3.      A exceção prevista no artigo 4.o, n.o 2, terceiro travessão, do Regulamento n.o 1049/2001, relativo ao acesso do público aos documentos do Parlamento Europeu, do Conselho e da Comissão, não visa proteger as atividades de inquérito enquanto tais, mas o objetivo dessas atividades. Com efeito, esta exceção só é aplicável se a divulgação dos documentos em questão puder pôr em perigo a conclusão dessas atividades. É certo que os diferentes atos de inquérito ou de inspeção podem ficar abrangidos pela exceção relativa à proteção de atividades de inspeção, inquérito e auditoria enquanto as atividades de inquérito ou de inspeção prosseguem, mesmo que esteja terminado o inquérito ou a inspeção particular que deu lugar ao relatório ao qual é pedido acesso. Todavia, admitir que os diferentes documentos relativos a atividades de inspeção, inquérito ou auditoria estão abrangidos pela referida exceção enquanto o seguimento a dar a esses procedimentos não estiver decidido equivale a submeter o acesso aos referidos documentos a um acontecimento aleatório, futuro e eventualmente longínquo, dependente da celeridade e da diligência das diferentes autoridades.
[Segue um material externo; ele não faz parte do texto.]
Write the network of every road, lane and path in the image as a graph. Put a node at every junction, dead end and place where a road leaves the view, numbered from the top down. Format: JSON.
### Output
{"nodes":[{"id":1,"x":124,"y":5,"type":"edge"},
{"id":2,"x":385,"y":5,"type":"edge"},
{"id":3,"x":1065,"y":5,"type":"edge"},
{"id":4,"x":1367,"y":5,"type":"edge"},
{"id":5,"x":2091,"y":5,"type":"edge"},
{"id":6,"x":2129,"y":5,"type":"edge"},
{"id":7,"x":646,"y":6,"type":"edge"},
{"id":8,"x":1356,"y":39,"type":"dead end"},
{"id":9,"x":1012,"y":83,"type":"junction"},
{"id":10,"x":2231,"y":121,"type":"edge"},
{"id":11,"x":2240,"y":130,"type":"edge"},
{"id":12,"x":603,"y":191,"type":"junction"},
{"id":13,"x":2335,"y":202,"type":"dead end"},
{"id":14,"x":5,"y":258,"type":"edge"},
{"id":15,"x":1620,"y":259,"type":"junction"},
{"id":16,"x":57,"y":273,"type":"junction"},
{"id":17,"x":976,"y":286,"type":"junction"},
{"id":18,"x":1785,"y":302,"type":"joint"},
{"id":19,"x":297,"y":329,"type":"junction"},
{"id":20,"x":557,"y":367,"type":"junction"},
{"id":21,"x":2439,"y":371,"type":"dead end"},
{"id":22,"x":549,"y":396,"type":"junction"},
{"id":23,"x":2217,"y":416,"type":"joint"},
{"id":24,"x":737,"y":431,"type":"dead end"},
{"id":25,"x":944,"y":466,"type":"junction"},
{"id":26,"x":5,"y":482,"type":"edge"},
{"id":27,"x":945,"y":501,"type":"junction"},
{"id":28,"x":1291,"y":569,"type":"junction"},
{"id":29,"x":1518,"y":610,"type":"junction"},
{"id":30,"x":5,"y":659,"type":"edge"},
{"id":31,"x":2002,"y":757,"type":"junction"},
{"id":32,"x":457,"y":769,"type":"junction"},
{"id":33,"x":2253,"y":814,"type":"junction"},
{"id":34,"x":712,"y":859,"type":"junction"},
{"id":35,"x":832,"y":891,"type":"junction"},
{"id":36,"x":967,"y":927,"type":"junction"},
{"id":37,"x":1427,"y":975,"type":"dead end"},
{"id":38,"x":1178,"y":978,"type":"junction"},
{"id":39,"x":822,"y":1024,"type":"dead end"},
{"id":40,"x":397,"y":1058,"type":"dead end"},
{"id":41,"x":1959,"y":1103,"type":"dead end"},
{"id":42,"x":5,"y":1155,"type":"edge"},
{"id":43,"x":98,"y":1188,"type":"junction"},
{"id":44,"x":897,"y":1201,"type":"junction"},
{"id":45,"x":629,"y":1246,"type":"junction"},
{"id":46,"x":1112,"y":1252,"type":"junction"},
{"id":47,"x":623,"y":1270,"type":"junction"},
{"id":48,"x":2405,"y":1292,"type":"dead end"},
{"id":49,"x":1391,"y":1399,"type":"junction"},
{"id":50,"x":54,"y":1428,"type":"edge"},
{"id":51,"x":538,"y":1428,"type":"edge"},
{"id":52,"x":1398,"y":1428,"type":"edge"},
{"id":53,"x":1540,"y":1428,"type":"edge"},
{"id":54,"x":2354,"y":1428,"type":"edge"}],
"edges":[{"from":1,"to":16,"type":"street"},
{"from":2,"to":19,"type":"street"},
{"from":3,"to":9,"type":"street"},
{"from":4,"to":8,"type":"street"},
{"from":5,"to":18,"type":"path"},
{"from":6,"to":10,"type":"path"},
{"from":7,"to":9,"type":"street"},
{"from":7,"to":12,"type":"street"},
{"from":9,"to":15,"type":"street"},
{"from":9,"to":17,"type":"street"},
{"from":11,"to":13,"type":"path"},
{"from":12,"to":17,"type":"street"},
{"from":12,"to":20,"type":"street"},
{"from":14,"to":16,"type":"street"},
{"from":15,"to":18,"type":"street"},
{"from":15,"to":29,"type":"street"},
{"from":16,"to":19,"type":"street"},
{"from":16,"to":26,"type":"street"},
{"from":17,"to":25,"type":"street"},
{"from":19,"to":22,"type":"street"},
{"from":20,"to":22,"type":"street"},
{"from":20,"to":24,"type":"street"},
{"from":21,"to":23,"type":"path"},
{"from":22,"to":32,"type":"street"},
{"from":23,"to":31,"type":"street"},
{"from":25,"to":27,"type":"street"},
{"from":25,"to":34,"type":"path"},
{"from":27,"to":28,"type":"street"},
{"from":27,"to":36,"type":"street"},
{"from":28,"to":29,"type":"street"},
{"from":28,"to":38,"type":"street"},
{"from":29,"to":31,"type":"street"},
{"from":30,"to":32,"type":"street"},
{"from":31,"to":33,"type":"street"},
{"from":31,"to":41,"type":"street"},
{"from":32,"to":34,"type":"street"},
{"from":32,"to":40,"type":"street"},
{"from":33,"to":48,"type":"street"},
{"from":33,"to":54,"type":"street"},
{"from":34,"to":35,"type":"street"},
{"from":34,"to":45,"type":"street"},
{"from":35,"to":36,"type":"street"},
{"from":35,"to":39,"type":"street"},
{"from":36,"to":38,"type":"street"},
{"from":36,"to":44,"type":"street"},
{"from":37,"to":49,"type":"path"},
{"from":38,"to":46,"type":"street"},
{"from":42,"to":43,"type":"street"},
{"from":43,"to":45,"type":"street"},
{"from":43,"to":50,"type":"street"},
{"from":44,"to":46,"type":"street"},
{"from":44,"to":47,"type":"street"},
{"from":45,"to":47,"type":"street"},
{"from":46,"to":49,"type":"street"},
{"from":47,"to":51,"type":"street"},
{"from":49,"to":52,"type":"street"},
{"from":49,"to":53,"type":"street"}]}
Esta solução colide com o objetivo que consiste em garantir o acesso do público aos documentos das instituições, com a finalidade de dar aos cidadãos a possibilidade de controlar de forma mais efetiva a legalidade do exercício do poder público.

Por conseguinte, há que rejeitar o argumento segundo o qual não se deve divulgar os documentos comunicados à Comissão por um Estado‑Membro nos termos da Diretiva 98/34, relativa a um procedimento de informação no domínio das normas e regulamentações técnicas, durante um certo tempo depois de concluída a atividade de inquérito, a saber enquanto existir um risco razoavelmente previsível de que o referido Estado‑Membro e a Comissão necessitem de um espaço livre para uma negociação tranquila a fim de resolver um diferendo relativo à conformidade de uma disposição nacional com o direito da União.